### TASK OBJECTIVE
Collect the lines of the entries where "paths" shows up.

### Dataset entries

^^^^

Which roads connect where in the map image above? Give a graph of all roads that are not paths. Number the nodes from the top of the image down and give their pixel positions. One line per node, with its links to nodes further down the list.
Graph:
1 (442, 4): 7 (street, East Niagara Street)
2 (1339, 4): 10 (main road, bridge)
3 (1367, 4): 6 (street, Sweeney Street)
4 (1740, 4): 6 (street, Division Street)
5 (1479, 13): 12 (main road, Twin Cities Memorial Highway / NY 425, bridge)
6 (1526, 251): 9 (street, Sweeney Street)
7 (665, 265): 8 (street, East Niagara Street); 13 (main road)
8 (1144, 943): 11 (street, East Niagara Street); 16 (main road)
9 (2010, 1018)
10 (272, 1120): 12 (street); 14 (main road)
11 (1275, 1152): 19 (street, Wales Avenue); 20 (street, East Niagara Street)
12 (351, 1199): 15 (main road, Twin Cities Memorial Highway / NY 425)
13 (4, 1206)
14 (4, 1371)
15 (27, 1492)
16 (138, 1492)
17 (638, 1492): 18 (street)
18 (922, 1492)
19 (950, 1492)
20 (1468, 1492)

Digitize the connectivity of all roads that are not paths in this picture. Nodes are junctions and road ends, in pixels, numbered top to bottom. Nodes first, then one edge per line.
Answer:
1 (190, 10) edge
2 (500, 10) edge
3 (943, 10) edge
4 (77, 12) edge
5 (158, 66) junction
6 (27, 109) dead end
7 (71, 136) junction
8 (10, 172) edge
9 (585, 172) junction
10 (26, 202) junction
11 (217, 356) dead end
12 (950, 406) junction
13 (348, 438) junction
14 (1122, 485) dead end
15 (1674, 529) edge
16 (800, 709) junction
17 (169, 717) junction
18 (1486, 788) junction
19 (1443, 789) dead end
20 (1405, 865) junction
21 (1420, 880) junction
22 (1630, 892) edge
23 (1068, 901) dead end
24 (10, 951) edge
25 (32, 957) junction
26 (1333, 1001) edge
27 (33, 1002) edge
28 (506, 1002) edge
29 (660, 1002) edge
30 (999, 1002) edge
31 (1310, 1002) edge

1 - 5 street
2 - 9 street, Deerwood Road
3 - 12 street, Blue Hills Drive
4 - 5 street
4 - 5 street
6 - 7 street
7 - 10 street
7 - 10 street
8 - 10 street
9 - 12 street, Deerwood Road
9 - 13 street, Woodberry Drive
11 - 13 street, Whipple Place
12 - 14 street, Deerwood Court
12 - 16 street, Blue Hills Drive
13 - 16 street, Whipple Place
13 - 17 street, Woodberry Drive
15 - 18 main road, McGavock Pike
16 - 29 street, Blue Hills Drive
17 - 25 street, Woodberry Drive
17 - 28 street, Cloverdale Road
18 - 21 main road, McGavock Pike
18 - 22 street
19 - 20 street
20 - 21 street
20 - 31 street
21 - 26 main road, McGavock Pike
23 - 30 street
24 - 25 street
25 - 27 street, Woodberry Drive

^^^^

### ANSWER SECTION
Which roads connect where in the map image above? Give a graph of all roads that are not paths. Number the nodes from the top of the image down and give their pixel positions. One line per node, with its links to nodes further down the list.
Digitize the connectivity of all roads that are not paths in this picture. Nodes are junctions and road ends, in pixels, numbered top to bottom. Nodes first, then one edge per line.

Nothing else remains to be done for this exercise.